Latest plan for Whately Center School opts to retain town ownership

With the rejection of two reuse proposals that involved selling the building, the future of the Whately Center School is now back in the hands of the town, as the Selectboard opted on Tuesday to let the school’s Visioning Committee flesh out a draft proposal to renovate it under town ownership.

With the rejection of two reuse proposals that involved selling the building, the future of the Whately Center School is now back in the hands of the town, as the Selectboard opted on Tuesday to let the school’s Visioning Committee flesh out a draft proposal to renovate it under town ownership. STAFF FILE PHOTO/PAUL FRANZ

By CHRIS LARABEE

Staff Writer

Published: 03-27-2024 2:01 PM

WHATELY — With the rejection of two reuse proposals that involved selling the building, the future of the Whately Center School is now back in the hands of the town, as the Selectboard opted on Tuesday to let the school’s Visioning Committee flesh out a draft proposal to renovate it under town ownership.

An ad hoc committee had previously recommended the Selectboard accept a proposal from Robert Obear, who is renovating the Blue School on Christian Lane. However, the town ultimately decided to reject Obear’s and the other proposal, which involved the town selling the 114-year-old Chestnut Plain Road building for it to be turned it into a private residence.

“We genuinely believe we have a layout or plan [that] could be far more in line with what townspeople are looking for in a multi-purpose use of the existing building,” said Center School Visioning Committee Chair Jenny Morrison, adding that the school holds meaning for so many people in town. “The long-term planning survey that just went out asks for a number of things that we believe this building can provide.”

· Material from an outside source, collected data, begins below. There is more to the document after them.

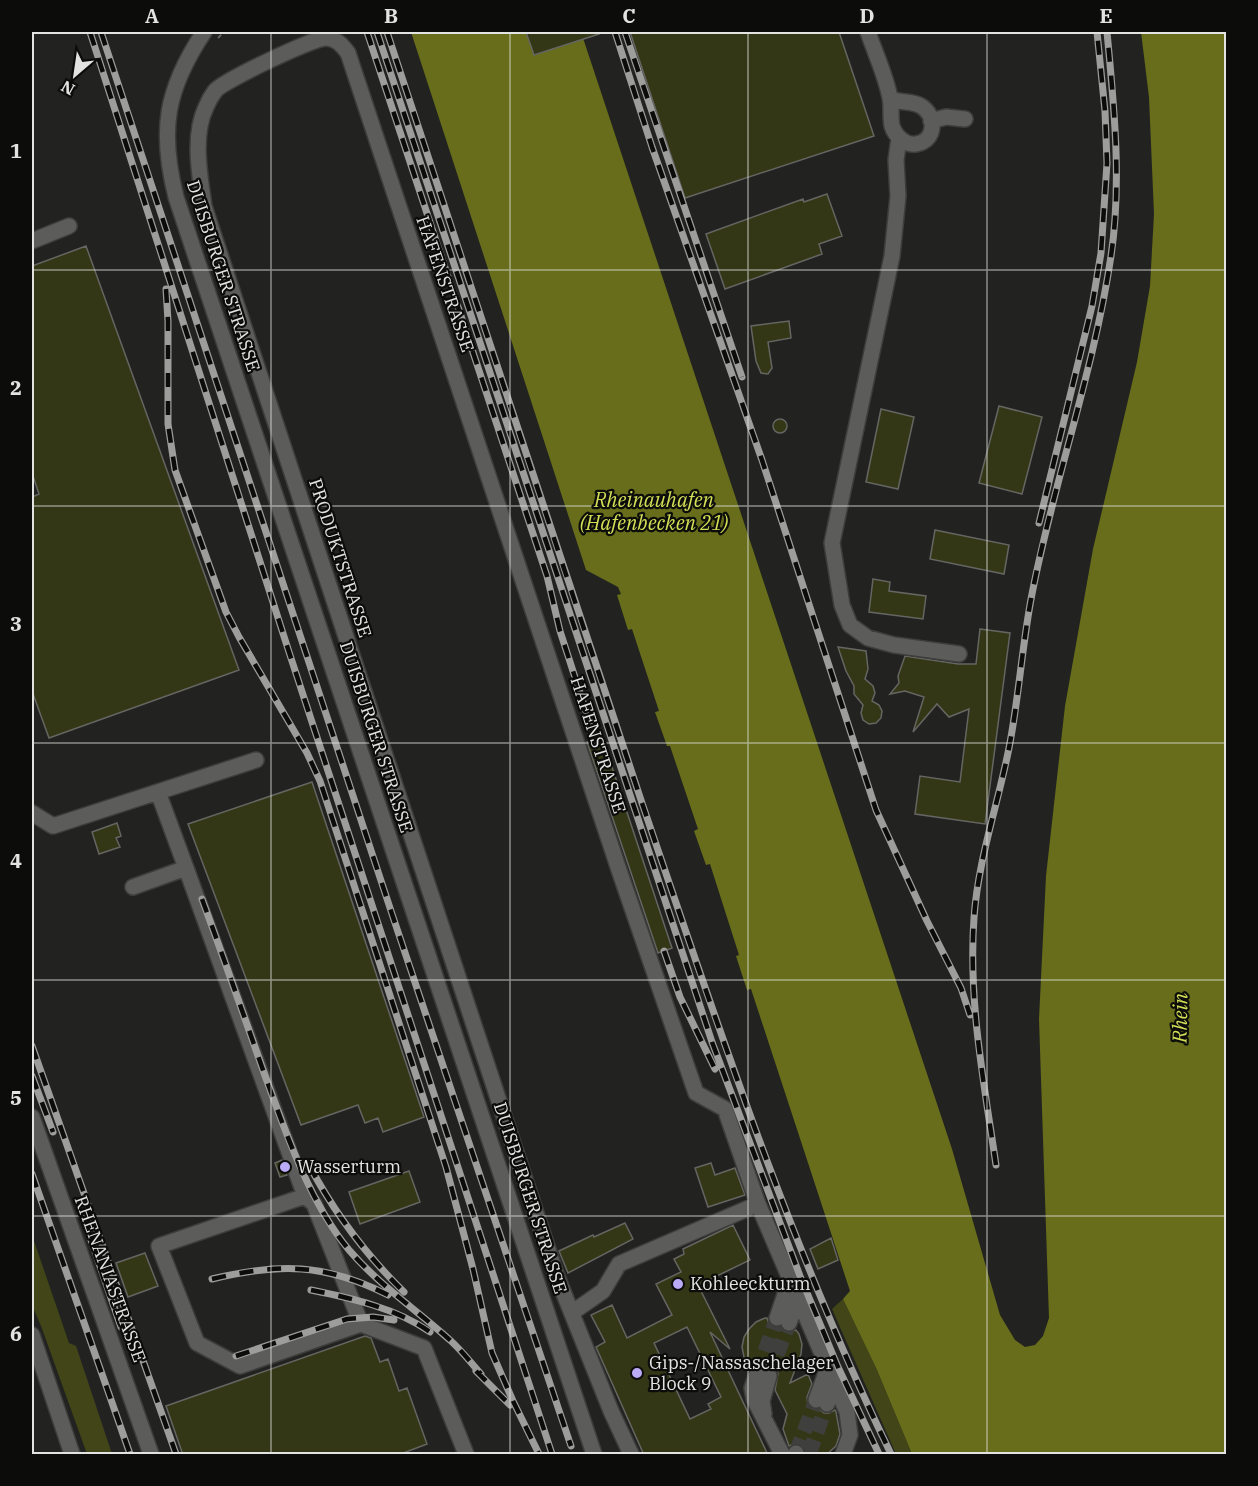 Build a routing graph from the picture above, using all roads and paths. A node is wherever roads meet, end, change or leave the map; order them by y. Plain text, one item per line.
1 (204, 32) edge
2 (868, 32) edge
3 (325, 38) joint
4 (890, 98) junction
5 (965, 118) dead end
6 (931, 121) junction
7 (899, 138) junction
8 (69, 226) dead end
9 (32, 241) edge
10 (958, 654) dead end
11 (256, 760) dead end
12 (158, 792) junction
13 (32, 813) edge
14 (186, 868) junction
15 (133, 887) dead end
16 (32, 1117) edge
17 (305, 1196) junction
18 (758, 1204) junction
19 (790, 1280) junction
20 (798, 1297) junction
21 (573, 1312) junction
22 (361, 1324) junction
23 (32, 1335) edge
24 (828, 1368) junction
25 (763, 1375) tunnel mouth
26 (835, 1383) junction
27 (791, 1454) edge
28 (72, 1455) edge
29 (152, 1455) edge
30 (466, 1455) edge
31 (594, 1455) edge
32 (631, 1455) edge
33 (843, 1455) edge

1 - 31 street, DUISBURGER STRASSE
2 - 4 street
3 - 18 street, HAFENSTRASSE
3 - 21 street, PRODUKTSTRASSE
4 - 6 street
4 - 7 street
5 - 6 street
6 - 7 street
7 - 10 street
8 - 9 street
11 - 12 street
12 - 13 street
12 - 14 street
14 - 15 street
14 - 17 street
16 - 29 street, RHENANIASTRASSE
17 - 22 street
17 - 22 street
18 - 19 street, HAFENSTRASSE
18 - 21 street
19 - 20 street, HAFENSTRASSE
19 - 20 street
20 - 24 street, HAFENSTRASSE
21 - 32 street, PRODUKTSTRASSE
22 - 30 street
23 - 28 street
24 - 26 street, HAFENSTRASSE
24 - 26 street
25 - 27 street
26 - 33 street, HAFENSTRASSE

The proposal laid out by the committee is to rehabilitate the building’s slate roof, likely using Community Preservation Act funding; pursue numerous planning and feasibility study grants; enlist a housing nonprofit to develop housing; and then pursue construction grants. At the end of the process, the committee envisions a few affordable housing units and then some sort of public space, like a cafe, to keep the historic building accessible to the public.

Once the roof is taken care of, the Center School Visioning Committee estimates the town would pay roughly $690,000 for the renovation of the building out of an approximate total of $1.09 million.

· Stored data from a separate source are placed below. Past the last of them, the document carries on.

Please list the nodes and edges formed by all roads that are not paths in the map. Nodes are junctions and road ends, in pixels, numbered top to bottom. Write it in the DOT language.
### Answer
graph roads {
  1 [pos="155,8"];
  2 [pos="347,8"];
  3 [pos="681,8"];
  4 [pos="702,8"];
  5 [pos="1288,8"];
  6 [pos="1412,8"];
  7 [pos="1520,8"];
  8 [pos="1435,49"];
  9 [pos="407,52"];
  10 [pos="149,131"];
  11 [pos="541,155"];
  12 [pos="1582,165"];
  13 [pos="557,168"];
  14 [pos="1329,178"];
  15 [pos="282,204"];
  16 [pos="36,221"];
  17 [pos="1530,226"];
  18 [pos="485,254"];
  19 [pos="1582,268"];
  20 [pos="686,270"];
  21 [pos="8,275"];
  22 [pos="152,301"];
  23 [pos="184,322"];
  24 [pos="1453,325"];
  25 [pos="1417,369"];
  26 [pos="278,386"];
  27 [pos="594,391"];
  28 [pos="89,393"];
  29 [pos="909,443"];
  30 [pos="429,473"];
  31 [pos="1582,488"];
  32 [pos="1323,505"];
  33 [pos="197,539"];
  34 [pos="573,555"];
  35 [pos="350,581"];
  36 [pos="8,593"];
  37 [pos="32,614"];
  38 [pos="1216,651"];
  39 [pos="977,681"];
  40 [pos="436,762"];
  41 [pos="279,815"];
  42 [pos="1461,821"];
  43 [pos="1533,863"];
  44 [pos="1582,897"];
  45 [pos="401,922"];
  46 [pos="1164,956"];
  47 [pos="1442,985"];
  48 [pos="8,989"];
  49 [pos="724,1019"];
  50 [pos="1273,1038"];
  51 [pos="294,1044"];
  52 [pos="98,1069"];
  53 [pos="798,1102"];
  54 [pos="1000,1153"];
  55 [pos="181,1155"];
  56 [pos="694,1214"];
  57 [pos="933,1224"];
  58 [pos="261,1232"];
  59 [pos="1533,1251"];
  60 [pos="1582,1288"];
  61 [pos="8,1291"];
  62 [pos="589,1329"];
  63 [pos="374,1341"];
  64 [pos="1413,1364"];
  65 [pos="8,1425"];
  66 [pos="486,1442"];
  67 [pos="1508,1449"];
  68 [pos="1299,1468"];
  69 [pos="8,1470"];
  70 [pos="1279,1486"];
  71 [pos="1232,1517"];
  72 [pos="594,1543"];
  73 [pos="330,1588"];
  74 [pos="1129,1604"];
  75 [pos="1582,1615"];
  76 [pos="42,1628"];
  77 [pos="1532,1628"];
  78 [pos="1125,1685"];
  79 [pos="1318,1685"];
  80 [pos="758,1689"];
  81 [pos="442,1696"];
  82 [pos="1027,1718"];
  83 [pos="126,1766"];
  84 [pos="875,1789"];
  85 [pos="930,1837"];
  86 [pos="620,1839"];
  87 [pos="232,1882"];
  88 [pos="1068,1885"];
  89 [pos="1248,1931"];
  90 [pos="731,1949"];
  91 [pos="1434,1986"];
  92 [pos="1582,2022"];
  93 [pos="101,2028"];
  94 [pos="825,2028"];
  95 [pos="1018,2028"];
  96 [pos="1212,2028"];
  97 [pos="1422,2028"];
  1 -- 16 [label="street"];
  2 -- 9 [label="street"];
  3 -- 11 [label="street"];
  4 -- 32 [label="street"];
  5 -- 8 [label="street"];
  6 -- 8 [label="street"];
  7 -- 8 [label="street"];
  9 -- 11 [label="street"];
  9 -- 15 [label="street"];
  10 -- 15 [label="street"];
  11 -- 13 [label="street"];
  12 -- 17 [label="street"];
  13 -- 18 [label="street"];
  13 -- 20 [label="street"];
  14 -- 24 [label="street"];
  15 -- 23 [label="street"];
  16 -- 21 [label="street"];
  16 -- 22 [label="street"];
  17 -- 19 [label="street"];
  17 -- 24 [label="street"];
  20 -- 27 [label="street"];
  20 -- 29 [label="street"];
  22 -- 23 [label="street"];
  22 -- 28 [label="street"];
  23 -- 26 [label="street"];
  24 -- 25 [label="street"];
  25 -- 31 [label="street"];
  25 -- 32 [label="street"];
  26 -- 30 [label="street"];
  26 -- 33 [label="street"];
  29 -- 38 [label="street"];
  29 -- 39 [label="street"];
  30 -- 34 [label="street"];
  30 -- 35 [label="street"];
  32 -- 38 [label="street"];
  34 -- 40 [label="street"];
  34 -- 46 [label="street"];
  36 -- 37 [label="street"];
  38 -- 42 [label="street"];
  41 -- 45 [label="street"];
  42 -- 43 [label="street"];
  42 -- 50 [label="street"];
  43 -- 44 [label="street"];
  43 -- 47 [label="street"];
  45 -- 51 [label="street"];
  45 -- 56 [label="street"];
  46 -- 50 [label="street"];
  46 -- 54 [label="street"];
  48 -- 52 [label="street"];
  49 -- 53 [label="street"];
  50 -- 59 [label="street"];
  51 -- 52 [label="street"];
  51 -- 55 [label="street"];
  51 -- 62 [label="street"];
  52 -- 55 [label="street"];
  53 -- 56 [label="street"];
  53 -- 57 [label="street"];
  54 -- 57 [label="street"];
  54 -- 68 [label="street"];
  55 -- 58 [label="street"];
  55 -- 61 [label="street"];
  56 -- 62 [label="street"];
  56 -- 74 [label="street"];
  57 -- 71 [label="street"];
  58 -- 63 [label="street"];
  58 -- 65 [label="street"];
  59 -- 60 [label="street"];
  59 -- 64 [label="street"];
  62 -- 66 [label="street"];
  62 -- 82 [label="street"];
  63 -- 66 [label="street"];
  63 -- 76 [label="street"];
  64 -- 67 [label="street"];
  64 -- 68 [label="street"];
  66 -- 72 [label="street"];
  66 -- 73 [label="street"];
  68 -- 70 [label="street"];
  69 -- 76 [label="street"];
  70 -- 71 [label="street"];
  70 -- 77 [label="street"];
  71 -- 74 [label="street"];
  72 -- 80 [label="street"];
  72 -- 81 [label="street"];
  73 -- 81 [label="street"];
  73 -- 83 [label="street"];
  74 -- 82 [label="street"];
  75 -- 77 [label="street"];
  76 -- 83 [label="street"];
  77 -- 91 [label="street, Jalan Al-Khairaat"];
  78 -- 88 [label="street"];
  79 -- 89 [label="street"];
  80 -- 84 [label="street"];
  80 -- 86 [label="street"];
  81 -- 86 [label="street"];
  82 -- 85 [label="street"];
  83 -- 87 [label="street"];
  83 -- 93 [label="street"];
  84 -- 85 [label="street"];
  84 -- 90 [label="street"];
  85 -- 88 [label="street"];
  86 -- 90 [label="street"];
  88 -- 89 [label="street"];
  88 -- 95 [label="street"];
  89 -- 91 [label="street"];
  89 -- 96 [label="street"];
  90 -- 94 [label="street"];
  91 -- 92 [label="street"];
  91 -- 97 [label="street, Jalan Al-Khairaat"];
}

While the plan is still early in its development, Selectboard Chair Fred Baron and fellow member Julianna Waggoner said they’re encouraged by the work that was done on such short notice.

“It’s a very good proposal given that you’ve had all of two weeks to put it together,” Baron said. “My view is, I would like to give you more time to really flesh a lot of this out.”

Fellow Selectboard member Joyce Palmer-Fortune and Housing Committee Chair Catherine Wolkowicz, however, said they have concerns about the project’s viability.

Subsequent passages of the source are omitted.